Pro-life news brief 2-7-13
by JivinJ, host of the blog, JivinJehoshaphat
- Slate’s William Saletan (a pro-choice writer) argues pro-lifers get legislation passed because they care more than pro-choicers:
To cancel out that advantage, pro-choicers have to raise the intensity level. When the percentage of respondents who call abortion critical, very important, or a deal-breaker rises toward 30 percent or more, the balance of power begins to shift.Think about that when you see pro-lifers winning elections, passing laws, and marching in the cold. They don’t win because they’re a majority. They win because they care enough to fight.
- At National Review, Michael New demonstrates how a no-exceptions, pro-life candidate can make an effective political case for protecting all unborn children – even those conceived in rape.
- The Detroit News did a story regarding the medical privacy angle of the 35-week abortion botched by abortionist Shelley Sella.
- El Paso Times notes the death of infamous abortionist Raymond Showery (obituary photo at left). Though Showery’s obituary lacks any mention of his career as an abortionist, the Times picks up the slack:
In 1981, Showery was accused of trying to run an El Paso Times reporter off the road while the doctor was being investigated on a number of allegations made by his patients.

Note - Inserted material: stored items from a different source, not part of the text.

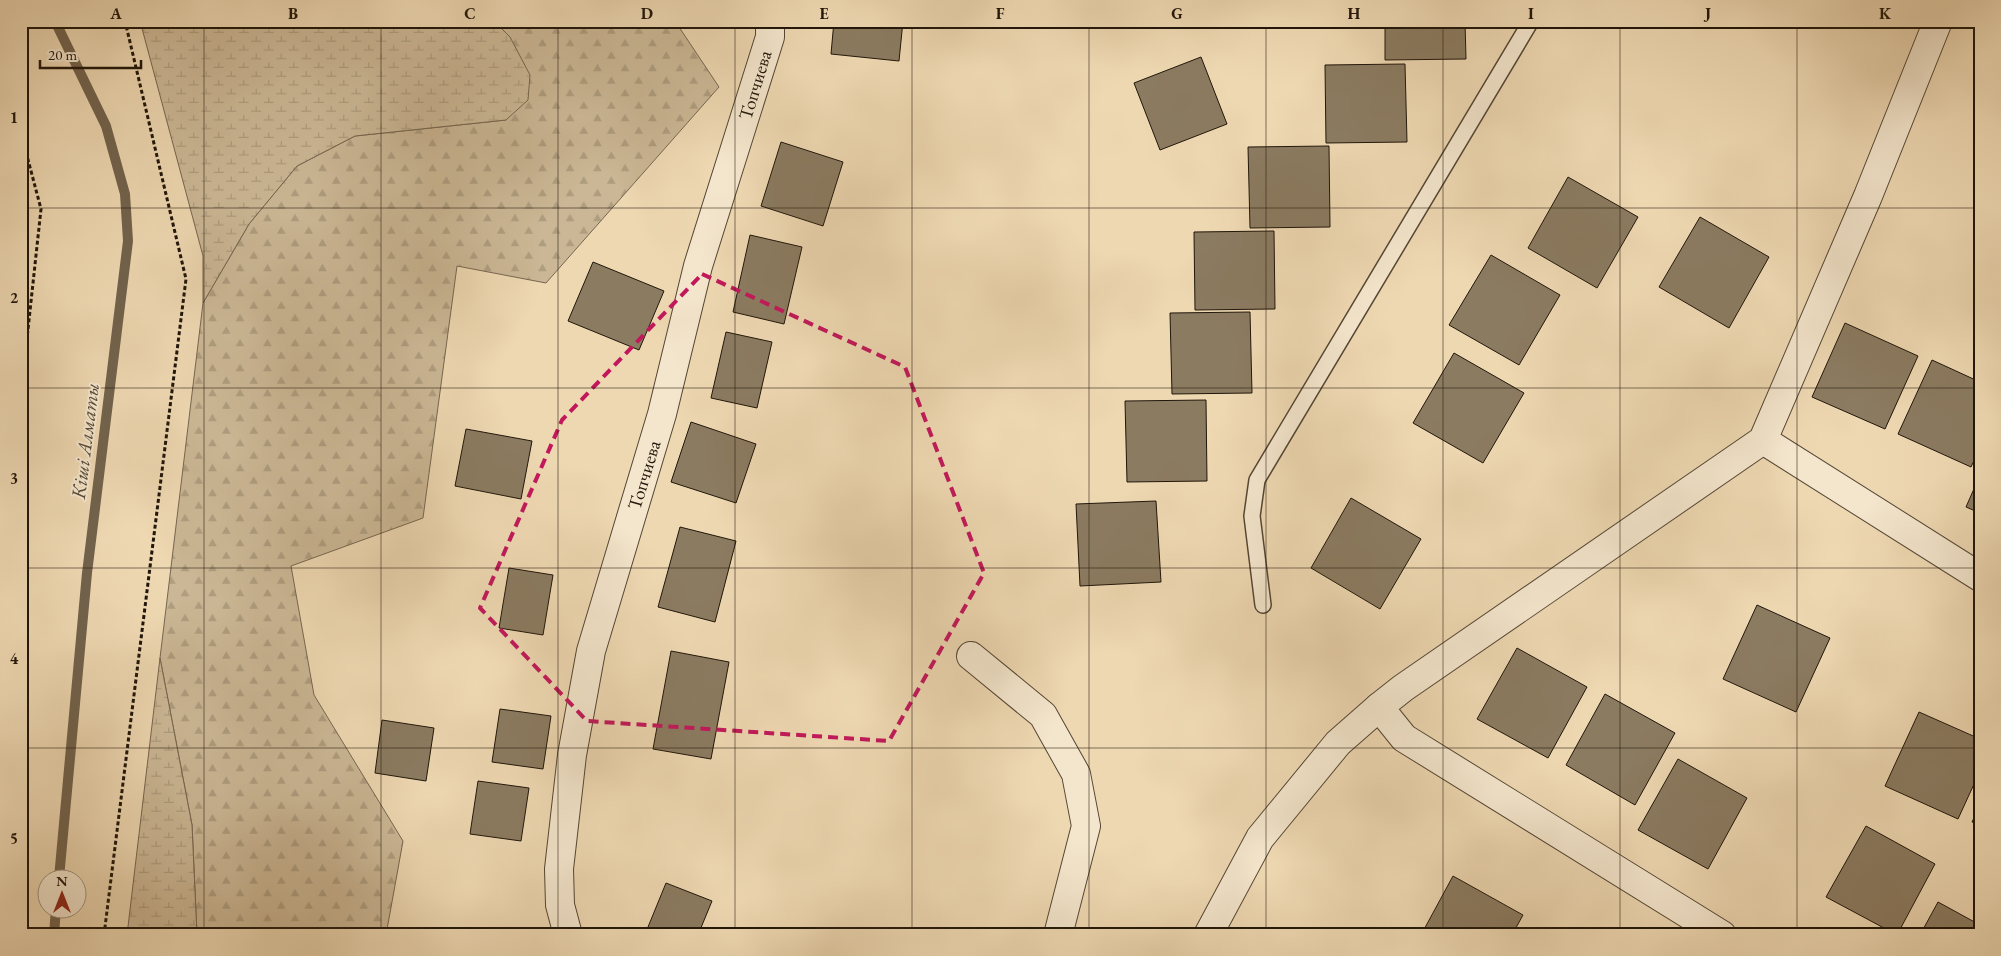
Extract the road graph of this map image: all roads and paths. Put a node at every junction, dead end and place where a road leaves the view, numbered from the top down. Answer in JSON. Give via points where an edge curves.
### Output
{"nodes":[{"id":1,"x":125,"y":21,"type":"edge"},
{"id":2,"x":770,"y":21,"type":"edge"},
{"id":3,"x":1532,"y":21,"type":"edge"},
{"id":4,"x":1938,"y":21,"type":"edge"},
{"id":5,"x":21,"y":133,"type":"edge"},
{"id":6,"x":21,"y":394,"type":"edge"},
{"id":7,"x":1762,"y":440,"type":"junction"},
{"id":8,"x":1980,"y":576,"type":"edge"},
{"id":9,"x":1263,"y":605,"type":"dead end"},
{"id":10,"x":971,"y":656,"type":"dead end"},
{"id":11,"x":1379,"y":707,"type":"junction"},
{"id":12,"x":104,"y":935,"type":"edge"},
{"id":13,"x":568,"y":935,"type":"edge"},
{"id":14,"x":1058,"y":935,"type":"edge"},
{"id":15,"x":1208,"y":935,"type":"edge"},
{"id":16,"x":1722,"y":935,"type":"edge"}],
"edges":[{"from":1,"to":12,"type":"path","via":[[186,279]]},
{"from":2,"to":13,"type":"street","name":"Топчиева","via":[[770,37],[698,266],[662,414],[591,651],[572,755],[559,869],[560,905]]},
{"from":3,"to":9,"type":"lane","via":[[1257,480],[1252,516]]},
{"from":4,"to":7,"type":"street","via":[[1868,196]]},
{"from":5,"to":6,"type":"path","via":[[41,210]]},
{"from":7,"to":8,"type":"street"},
{"from":7,"to":11,"type":"street"},
{"from":10,"to":14,"type":"street","via":[[1043,715],[1076,774],[1086,826]]},
{"from":11,"to":15,"type":"street","via":[[1338,744],[1260,838]]},
{"from":11,"to":16,"type":"street","via":[[1404,738]]}]}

In 1983, Showery was found guilty of the 1979 murder of a 5- to 7-month-old fetus he had attempted to abort. Showery’s employees testified they saw the baby girl attempting to breathe and claimed that Showery smothered and drowned her, though a corpse was never found, according to El Paso Times archives. He was sentenced to 15 years in prison.
While free on bail pending an appeal on the murder charge, Showery was charged with involuntary manslaughter in connection with the death of a 28-year-old mother of four who died from hemorrhaging after an abortion he performed at his Southside Medical Center in 1984. The woman’s uterus and a uterine artery were perforated during the procedure.
Prosecutors charged that Showery used inadequately trained staff, failed to properly treat the tear, delayed treatment and delayed transferring her to a hospital, news archives show.
- At Public Discourse, Matthew Franck writes on the latest HHS mandate “accommodation”:
The government has decided that religious freedom is at its maximum in houses of worship, is attenuated in charities, colleges, and other institutions, and is nonexistent elsewhere in the productive economy.This in fact has been its argument in courts of law—that for-profit employers have no religious freedom that the government is bound to respect. The administration has conceded that religious freedom is at stake in the struggle over its mandate, but it has dictated for whom that freedom exists, when it is truly the common possession of all.

Only a fool could look at the government’s arguments in court cases regarding the HHS mandate and not believe religious freedom is in jeopardy.
“Think about that when you see pro-lifers winning elections, passing laws, and marching in the cold. They don’t win because they’re a majority. They win because they care enough to fight.”
Why, yes … that’s because life itself is more important than a convenient life. Everyone knows it.
William Saletan has got to rank in the top ten weirdest pro-aborts. It’s like the logical part of his brain knows it makes more sense to be pro-life, so he decided that rather than do the sensible thing and listen to his logical side he was going to pluck his brain out of his head, examine it, and then write a whole bunch of navel-gazing articles about the results.
From Saletan’s article:
“[The pro-choice majority] don’t vote on abortion unless they’re scared. When the debate is quiet, it’s pro-lifers who hold the upper hand.”
Mr. Saletan, whose fault is it that the debate is quiet? The Pro-Life Movement would love to see more open and frank discussion about the reality of abortion! Do you have any friends in the mainsteam media who could help us accomplish this?